- Father and 3-year-old daughter during the last rites at the burial grounds in Colombo
- Born: 1970 Jaffna, Sri Lanka
- Died: 28 December 1999 Pungudutivu, Sri Lanka
- Occupations: Housewife and mother
- Parent: Chandrasekara Sarma

= Sarathambal =

Sri Lankan murder victim

Sarathambal Saravanbavananthatkurukal or better known as Sarathambal was a minority Sri Lankan Tamil woman who was gang raped and killed on 28 December 1999. This became an internationally known incident of the Sri Lankan Civil War.

==Incident==
According to AHRC report on 28 December 1999, Mrs. Sarathambal Saravanbavananthakurukal, 29, daughter of a local Hindu temple priest was forcibly dragged out from her home, in Pungututheevu, near Jaffna Peninsula, allegedly by Sri Lankan Navy sailors.

According to the Amnesty International her house was situated at about 500 m from the nearest naval base and her father and brother were tied up allegedly by four security officers dressed in black. Her dead body was found on barren land about 100 m away from their home the next day.

After public protest at the village where the incident happened and in Jaffna her body was sent to the capital Colombo for post-mortem by a senior medical officer who indicated that the cause of death was "asphyxia due to gagging; her underpants had been stuffed inside her mouth, and that forcible sexual intercourse had taken place".

According to the pro-LTTE Tamilnet, her funeral was attended by a cross section of Sri Lankan activists from around the nation. Vasudeva Nanayakkara, then Member of Parliament, S.Sivadasan, the then EPDP Parliamentarian, Maheswary Velautham, Attorney-at-Law and the Secretary Of the Forum for Human Dignity and Nimalka Fernando of the Movement for Inter Racial, Justice and Equality delivered funeral orations.
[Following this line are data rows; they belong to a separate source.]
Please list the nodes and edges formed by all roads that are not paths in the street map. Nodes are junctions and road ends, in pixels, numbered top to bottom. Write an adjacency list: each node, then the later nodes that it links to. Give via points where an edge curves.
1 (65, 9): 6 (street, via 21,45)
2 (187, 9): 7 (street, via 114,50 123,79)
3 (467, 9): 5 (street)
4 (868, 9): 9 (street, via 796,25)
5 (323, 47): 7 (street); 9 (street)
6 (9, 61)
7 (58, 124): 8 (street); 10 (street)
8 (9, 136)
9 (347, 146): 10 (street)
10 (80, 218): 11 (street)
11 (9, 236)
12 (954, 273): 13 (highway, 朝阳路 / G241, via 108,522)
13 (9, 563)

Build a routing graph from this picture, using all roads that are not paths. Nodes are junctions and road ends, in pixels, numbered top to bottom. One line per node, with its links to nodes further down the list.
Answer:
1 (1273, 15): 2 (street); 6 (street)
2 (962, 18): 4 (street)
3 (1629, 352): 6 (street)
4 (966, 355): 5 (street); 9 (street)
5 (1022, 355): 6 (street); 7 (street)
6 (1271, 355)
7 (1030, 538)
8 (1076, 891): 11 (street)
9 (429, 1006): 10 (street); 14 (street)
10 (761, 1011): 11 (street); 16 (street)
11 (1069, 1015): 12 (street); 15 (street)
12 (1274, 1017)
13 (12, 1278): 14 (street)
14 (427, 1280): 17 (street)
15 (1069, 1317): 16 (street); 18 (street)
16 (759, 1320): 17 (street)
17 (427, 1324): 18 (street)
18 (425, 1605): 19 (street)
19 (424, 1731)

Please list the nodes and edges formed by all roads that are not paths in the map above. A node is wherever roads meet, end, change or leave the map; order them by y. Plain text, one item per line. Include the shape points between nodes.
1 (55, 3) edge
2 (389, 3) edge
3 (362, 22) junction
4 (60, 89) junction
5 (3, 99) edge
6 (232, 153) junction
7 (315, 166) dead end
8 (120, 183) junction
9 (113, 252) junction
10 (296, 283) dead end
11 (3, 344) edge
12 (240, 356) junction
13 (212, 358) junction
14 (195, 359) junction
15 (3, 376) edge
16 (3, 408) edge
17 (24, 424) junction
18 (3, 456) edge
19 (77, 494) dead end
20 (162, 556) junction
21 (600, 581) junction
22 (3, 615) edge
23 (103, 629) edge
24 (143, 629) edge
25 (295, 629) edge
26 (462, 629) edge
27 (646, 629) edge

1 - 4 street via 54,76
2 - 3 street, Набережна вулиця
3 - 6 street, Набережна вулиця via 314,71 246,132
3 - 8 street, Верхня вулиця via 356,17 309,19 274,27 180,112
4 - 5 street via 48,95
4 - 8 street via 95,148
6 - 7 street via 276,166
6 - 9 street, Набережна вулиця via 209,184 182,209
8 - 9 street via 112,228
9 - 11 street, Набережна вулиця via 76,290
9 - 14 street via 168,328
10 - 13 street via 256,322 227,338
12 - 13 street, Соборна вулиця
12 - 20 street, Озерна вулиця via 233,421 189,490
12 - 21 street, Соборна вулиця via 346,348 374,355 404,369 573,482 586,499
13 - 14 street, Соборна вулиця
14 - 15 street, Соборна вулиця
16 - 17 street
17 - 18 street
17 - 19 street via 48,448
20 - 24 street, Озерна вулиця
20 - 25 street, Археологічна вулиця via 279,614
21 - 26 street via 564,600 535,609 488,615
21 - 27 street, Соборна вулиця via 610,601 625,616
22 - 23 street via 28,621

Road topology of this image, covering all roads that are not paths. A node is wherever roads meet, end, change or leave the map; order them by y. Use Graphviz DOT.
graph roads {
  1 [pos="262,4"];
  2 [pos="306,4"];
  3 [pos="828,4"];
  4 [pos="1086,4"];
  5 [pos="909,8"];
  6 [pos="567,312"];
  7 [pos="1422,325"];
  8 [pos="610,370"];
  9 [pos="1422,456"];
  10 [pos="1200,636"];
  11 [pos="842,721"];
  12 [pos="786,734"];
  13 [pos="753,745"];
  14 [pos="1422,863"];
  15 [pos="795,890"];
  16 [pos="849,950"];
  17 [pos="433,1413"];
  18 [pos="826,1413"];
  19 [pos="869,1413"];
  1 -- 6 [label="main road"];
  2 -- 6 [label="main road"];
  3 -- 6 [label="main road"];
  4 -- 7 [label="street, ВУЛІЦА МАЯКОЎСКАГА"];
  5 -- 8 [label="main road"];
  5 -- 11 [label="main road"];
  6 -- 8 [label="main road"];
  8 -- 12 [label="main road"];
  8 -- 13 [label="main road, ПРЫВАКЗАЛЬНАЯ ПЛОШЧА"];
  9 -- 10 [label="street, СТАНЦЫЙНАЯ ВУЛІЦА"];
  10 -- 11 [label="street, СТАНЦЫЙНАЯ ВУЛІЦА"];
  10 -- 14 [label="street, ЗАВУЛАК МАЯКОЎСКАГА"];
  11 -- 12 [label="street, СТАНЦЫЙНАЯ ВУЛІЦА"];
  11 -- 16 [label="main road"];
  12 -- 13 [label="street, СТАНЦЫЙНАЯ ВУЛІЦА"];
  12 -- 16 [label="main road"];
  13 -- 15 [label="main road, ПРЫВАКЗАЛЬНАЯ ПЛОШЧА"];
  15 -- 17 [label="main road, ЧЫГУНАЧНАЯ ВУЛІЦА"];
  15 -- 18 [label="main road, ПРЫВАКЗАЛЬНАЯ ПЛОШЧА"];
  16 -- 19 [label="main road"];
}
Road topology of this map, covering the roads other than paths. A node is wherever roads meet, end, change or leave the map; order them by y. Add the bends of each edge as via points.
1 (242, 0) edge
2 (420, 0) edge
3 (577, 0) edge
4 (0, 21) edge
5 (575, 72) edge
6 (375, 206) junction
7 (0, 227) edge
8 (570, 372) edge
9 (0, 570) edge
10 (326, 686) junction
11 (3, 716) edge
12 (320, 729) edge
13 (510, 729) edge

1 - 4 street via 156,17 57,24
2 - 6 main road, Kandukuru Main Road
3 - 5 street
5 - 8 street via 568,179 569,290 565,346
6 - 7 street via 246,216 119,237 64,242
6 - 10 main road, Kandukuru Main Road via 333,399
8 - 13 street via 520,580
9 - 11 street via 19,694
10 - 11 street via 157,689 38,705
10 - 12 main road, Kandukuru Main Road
==Government investigation==
The government under then president Chandrika Kumaratunga ordered an immediate investigation but in mid-March 2000, U.N. Special Rapporteur on Violence against Women Radhika Coomaraswamy, emphasized the lack of government response to allegations of sexual violence by security personnel in Sri Lanka.

Furthermore she noted, that, despite a presidential directive, little effort had been made to investigate the December 1999 gang-rape and murder of Sarathambal Saravanbavananthatkurukal.

Amnesty International also allege that the victim's father and brother were allegedly threatened not to reveal the identity of the four men who came to the house. Also Director of the Sri Lanka Police's Criminal Investigation Department, who had been instructed by the President of Sri Lanka to investigate the rape and murder,
"the brother had not been able to identify any of the four persons who came to the house".

Amnesty International further mention that the alleged sailors who raped Sarathambal have been transferred from the area to prevent action being taken against them.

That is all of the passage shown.